Узел его галстука был слегка ослаблен, в остальном вид Якоба Е. Хамре казался все таким же безупречным. Его красивое лицо было спокойно, прядь темных, аккуратно подстриженных волос с продуманной небрежностью спадала на лоб с правой стороны. Элегантный облик Хамре свидетельствовал о том, что по духу он принадлежал той, банковской стороне улицы: эдакий исполненный любезности заведующий отделом кредитов, который со скорбной миной отказывает вам в ссуде.
— Ну как там Нюмарк?
— Он уже приходит в себя. Вероятно, у нас будет возможность поговорить с ним сегодня чуть позднее.
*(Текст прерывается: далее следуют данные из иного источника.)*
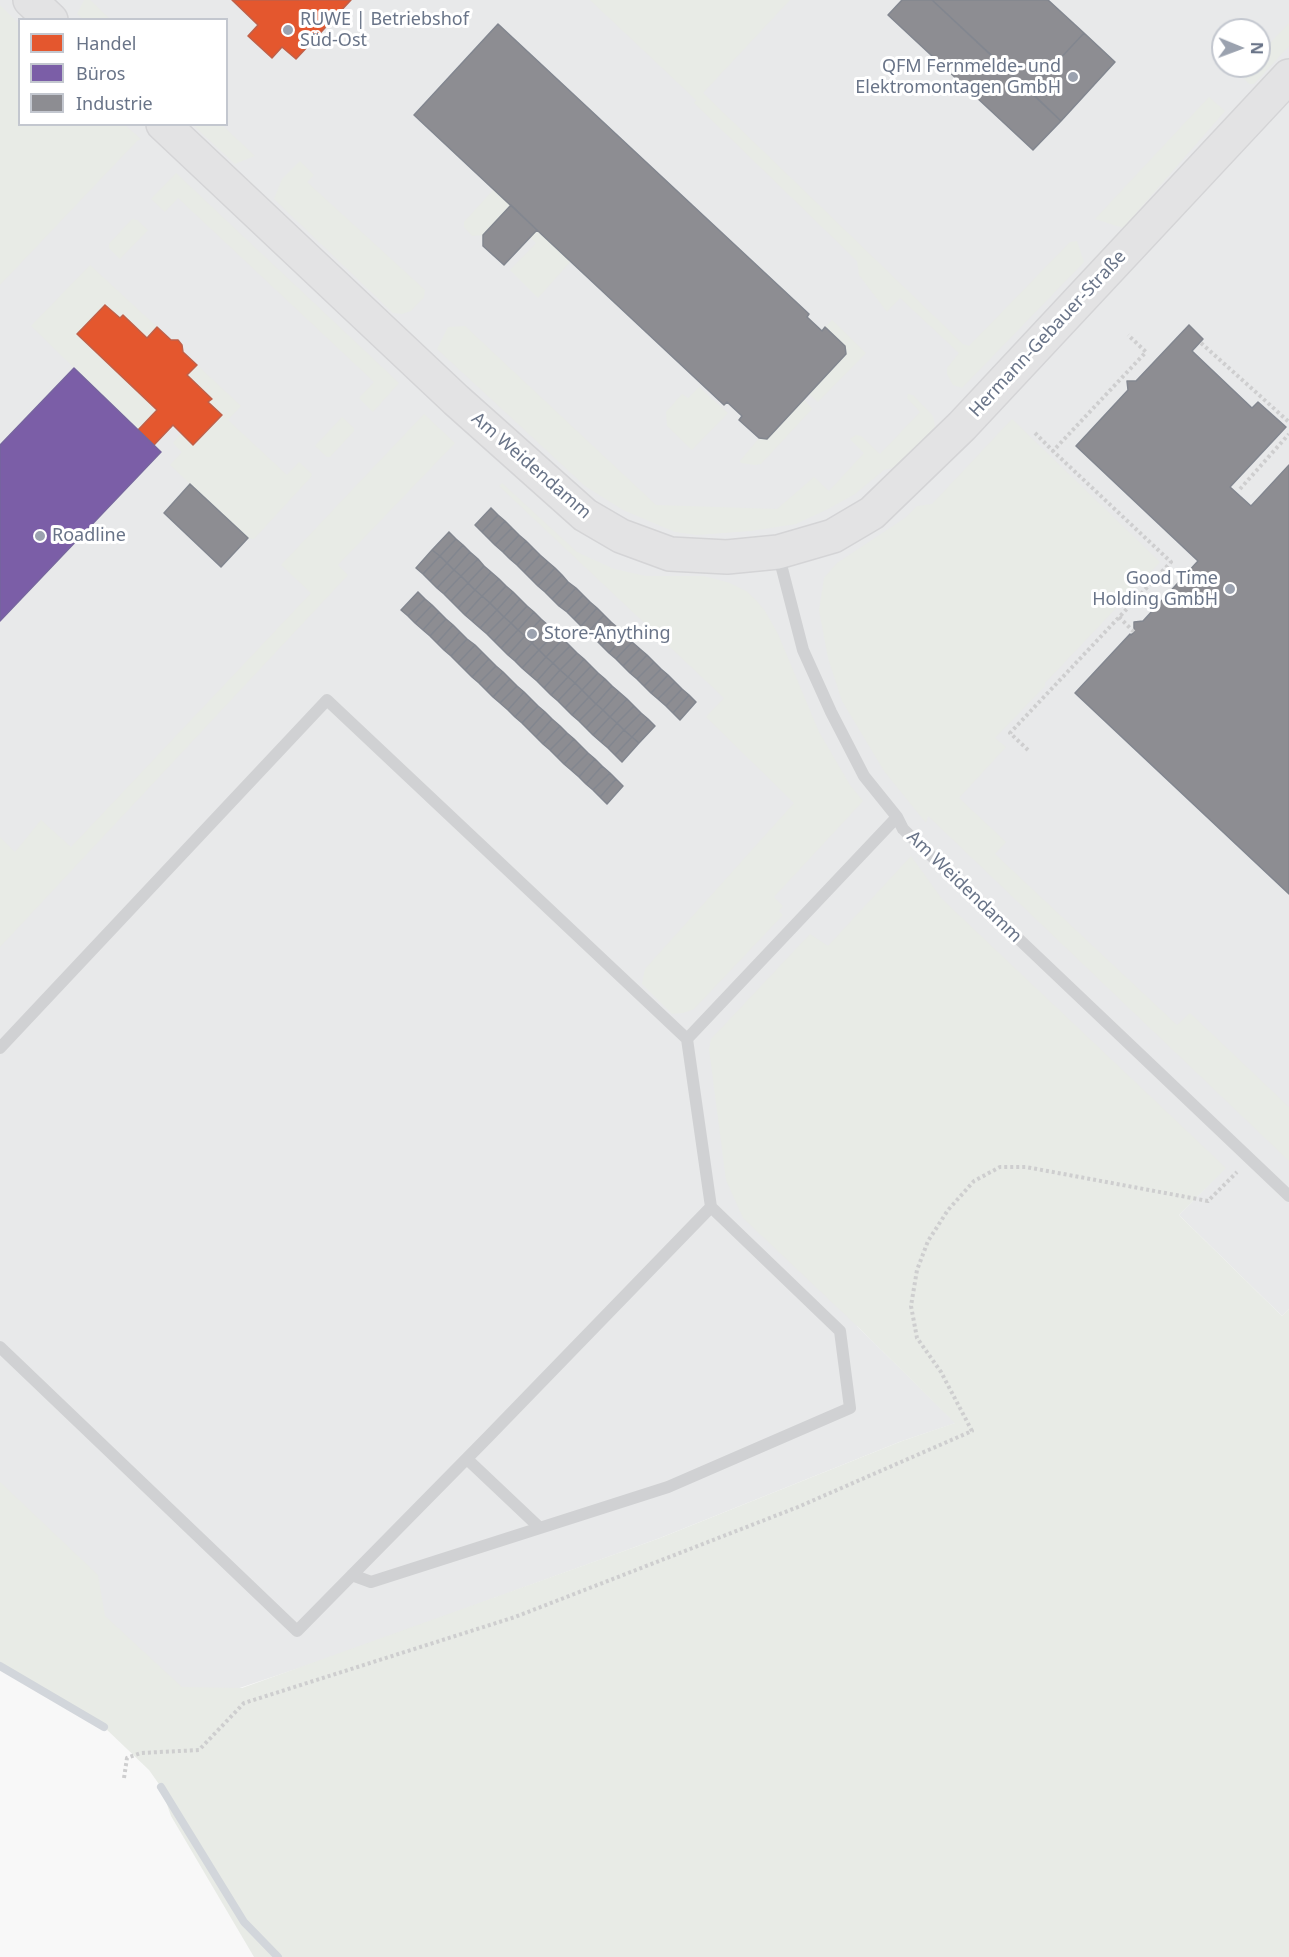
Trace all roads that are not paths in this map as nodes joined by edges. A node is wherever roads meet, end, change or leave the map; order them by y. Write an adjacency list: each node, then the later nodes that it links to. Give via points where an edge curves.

— А что, как там с угонщиками?
Он огорченно покачал головой.
— Ничего. Мы располагаем только обычными свидетельскими показаниями, но конкретного в них очень мало. Одной пожилой даме кажется, что она видела какой‑то голубой продуктовый фургон, припаркованный у обочины тротуара, за рулем которого сидел шофер, но она его не разглядела и не в состоянии дать хоть какое‑то описание. Изучение отпечатков пальцев не дало никаких результатов. Мы, конечно же, направили главные усилия на розыски самого фургона, но…
— Кому он принадлежит?
— Спортивному обществу. По вечерам им не пользовались.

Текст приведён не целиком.